Он поднимется на этаж. Увидит, что комната бабушки и деда открыта и совершенно пуста. Ни мебели, ни домашней утвари, даже запахов никаких — ни одеколона, ни нафталина, ни собольих шкурок.
Комната, что справа, дяди Мотла, тоже пустая.
В гостиной и спальне родителей, Отыли и Марка, он увидит чужих людей за чужими конторками. Из кабинета отца будет доноситься громкий стук. Он приоткроет дверь. Увидит стоящего на стремянке молодого человека с молотком и картиной в руках.
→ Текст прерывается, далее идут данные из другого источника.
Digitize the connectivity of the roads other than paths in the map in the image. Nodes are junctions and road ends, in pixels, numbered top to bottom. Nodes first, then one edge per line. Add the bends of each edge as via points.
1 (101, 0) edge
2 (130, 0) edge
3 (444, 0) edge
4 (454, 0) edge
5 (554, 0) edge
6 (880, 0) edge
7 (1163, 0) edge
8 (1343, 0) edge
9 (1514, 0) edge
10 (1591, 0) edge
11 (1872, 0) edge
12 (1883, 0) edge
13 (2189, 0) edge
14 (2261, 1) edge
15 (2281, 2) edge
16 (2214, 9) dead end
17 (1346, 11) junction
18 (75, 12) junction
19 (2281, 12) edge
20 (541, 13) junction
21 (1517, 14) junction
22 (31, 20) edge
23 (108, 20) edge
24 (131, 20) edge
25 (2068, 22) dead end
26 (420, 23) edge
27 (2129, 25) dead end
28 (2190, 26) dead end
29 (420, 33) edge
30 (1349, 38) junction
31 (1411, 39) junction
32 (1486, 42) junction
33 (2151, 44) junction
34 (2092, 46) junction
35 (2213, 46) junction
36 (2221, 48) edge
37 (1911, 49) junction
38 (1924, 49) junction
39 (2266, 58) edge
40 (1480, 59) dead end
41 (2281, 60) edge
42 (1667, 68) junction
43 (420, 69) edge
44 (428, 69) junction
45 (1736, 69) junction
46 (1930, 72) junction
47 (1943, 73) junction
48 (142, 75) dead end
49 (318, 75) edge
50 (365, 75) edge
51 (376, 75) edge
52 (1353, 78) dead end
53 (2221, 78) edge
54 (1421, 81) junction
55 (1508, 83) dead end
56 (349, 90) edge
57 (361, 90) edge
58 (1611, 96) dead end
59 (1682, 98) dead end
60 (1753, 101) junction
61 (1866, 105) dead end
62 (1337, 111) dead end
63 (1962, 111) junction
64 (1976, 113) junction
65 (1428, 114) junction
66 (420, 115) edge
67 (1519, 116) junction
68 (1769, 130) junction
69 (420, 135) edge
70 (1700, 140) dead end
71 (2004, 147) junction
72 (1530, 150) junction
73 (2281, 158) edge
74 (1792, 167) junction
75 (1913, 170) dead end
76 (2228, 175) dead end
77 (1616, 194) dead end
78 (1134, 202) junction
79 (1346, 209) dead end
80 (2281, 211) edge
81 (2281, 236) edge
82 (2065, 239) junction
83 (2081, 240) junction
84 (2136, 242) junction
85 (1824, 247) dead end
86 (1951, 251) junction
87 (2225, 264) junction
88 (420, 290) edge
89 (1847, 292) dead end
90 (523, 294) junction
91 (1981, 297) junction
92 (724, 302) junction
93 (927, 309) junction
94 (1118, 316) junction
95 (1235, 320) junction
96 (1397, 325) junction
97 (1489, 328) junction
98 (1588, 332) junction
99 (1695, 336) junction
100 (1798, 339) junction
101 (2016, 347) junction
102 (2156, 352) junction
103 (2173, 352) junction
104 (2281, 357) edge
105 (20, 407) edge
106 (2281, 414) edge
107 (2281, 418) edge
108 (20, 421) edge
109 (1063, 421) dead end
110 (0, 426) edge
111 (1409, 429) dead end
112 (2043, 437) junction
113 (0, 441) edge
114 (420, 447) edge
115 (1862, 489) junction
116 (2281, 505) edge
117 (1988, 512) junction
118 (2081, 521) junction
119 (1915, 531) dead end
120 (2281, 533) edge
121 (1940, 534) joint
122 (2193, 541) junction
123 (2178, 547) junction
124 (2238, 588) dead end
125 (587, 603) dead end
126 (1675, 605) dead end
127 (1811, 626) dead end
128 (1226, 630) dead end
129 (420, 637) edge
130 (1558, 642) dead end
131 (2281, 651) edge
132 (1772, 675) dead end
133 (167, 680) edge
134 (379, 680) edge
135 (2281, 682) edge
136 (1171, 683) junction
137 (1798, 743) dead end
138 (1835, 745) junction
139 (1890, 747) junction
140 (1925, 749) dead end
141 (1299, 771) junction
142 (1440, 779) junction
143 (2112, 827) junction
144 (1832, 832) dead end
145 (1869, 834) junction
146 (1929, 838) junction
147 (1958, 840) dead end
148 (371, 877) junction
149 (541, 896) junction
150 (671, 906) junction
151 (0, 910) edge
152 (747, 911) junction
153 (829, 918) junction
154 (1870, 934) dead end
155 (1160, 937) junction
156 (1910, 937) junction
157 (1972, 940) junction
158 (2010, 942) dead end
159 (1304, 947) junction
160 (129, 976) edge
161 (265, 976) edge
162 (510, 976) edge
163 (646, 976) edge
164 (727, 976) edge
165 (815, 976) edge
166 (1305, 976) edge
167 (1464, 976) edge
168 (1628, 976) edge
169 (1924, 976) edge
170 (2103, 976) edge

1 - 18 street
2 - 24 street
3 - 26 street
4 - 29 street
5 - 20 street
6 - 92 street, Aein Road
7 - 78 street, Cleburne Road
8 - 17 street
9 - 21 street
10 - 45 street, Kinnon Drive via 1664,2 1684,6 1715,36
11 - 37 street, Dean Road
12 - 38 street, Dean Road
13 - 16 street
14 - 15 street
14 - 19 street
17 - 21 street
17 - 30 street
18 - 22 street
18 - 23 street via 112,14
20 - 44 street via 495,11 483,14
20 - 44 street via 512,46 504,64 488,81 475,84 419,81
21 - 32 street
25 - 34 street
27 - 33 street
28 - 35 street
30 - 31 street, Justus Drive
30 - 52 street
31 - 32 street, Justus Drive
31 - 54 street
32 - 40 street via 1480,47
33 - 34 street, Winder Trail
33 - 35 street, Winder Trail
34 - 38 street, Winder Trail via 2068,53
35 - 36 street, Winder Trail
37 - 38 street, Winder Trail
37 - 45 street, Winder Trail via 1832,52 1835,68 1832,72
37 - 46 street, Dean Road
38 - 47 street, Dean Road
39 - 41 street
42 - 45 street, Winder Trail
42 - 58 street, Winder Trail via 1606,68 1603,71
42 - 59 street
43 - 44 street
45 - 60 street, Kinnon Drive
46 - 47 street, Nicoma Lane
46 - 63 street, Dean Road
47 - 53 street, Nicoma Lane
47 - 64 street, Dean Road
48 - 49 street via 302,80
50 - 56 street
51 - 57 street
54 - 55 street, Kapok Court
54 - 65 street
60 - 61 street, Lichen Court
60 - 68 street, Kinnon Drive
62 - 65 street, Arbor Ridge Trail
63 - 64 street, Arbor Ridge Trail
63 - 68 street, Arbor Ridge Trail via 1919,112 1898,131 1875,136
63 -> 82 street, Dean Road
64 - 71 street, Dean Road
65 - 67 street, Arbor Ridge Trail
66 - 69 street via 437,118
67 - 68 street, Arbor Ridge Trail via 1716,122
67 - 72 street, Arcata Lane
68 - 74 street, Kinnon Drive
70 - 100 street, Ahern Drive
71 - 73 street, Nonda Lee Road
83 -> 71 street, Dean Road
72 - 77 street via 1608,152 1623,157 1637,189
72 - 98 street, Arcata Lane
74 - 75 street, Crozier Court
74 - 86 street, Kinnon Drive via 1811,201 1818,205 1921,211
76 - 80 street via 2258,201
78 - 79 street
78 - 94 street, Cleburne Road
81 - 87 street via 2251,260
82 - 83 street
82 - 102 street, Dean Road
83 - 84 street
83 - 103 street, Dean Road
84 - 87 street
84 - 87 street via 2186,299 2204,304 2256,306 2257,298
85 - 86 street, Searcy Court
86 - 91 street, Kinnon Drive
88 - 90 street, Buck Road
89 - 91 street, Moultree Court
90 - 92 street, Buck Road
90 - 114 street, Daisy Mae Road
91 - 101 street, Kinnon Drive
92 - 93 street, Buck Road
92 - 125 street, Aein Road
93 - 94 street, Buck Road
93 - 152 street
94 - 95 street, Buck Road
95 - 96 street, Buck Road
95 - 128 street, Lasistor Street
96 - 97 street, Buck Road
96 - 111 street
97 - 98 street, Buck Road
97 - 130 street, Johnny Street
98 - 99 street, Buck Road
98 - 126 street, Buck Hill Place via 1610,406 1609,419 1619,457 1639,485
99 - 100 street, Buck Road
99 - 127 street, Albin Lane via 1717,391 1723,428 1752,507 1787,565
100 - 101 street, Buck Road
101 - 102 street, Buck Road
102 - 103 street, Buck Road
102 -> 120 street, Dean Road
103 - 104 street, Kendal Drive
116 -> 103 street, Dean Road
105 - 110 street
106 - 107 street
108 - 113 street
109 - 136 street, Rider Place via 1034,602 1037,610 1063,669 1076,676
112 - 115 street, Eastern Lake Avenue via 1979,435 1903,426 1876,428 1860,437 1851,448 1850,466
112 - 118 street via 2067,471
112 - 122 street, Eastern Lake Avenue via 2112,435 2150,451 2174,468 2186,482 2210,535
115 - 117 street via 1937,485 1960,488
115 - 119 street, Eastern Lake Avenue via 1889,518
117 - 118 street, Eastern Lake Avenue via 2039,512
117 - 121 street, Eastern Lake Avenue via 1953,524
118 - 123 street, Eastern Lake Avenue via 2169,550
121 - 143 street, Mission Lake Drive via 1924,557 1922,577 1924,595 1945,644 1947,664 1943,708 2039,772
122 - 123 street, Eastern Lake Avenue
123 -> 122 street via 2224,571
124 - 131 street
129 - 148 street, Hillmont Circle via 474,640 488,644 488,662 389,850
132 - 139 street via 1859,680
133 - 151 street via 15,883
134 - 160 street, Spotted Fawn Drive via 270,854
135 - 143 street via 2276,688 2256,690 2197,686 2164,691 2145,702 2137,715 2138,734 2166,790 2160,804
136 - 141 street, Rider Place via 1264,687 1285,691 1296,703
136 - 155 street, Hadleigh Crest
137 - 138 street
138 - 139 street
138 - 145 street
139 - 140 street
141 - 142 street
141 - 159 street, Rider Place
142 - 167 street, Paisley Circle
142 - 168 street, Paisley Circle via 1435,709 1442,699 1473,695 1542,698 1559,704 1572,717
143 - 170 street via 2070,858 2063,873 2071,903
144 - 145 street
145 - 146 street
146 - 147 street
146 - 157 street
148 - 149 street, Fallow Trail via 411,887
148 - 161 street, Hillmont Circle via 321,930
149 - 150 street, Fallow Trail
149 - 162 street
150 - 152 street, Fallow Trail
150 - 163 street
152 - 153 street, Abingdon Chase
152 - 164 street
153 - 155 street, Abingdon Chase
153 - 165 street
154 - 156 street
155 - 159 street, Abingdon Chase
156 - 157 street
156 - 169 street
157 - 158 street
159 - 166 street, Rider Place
На картине — золотое пшеничное поле, а по полю идет Сталин и ведет двоих детей — девочку и мальчика. За Сталиным — тракторы, дальше — подъемные краны и новые дома. За домами светит солнце, и от него в разные стороны расходятся длинные, золотые лучи…
Молодой человек поправит на стене картину и обернется к Натану Б.:
— Вы кто?
— Я? — задумается Натан — Я никто… Я так просто…
Повернется, выйдет на улицу Фарную и пойдет куда глаза глядят.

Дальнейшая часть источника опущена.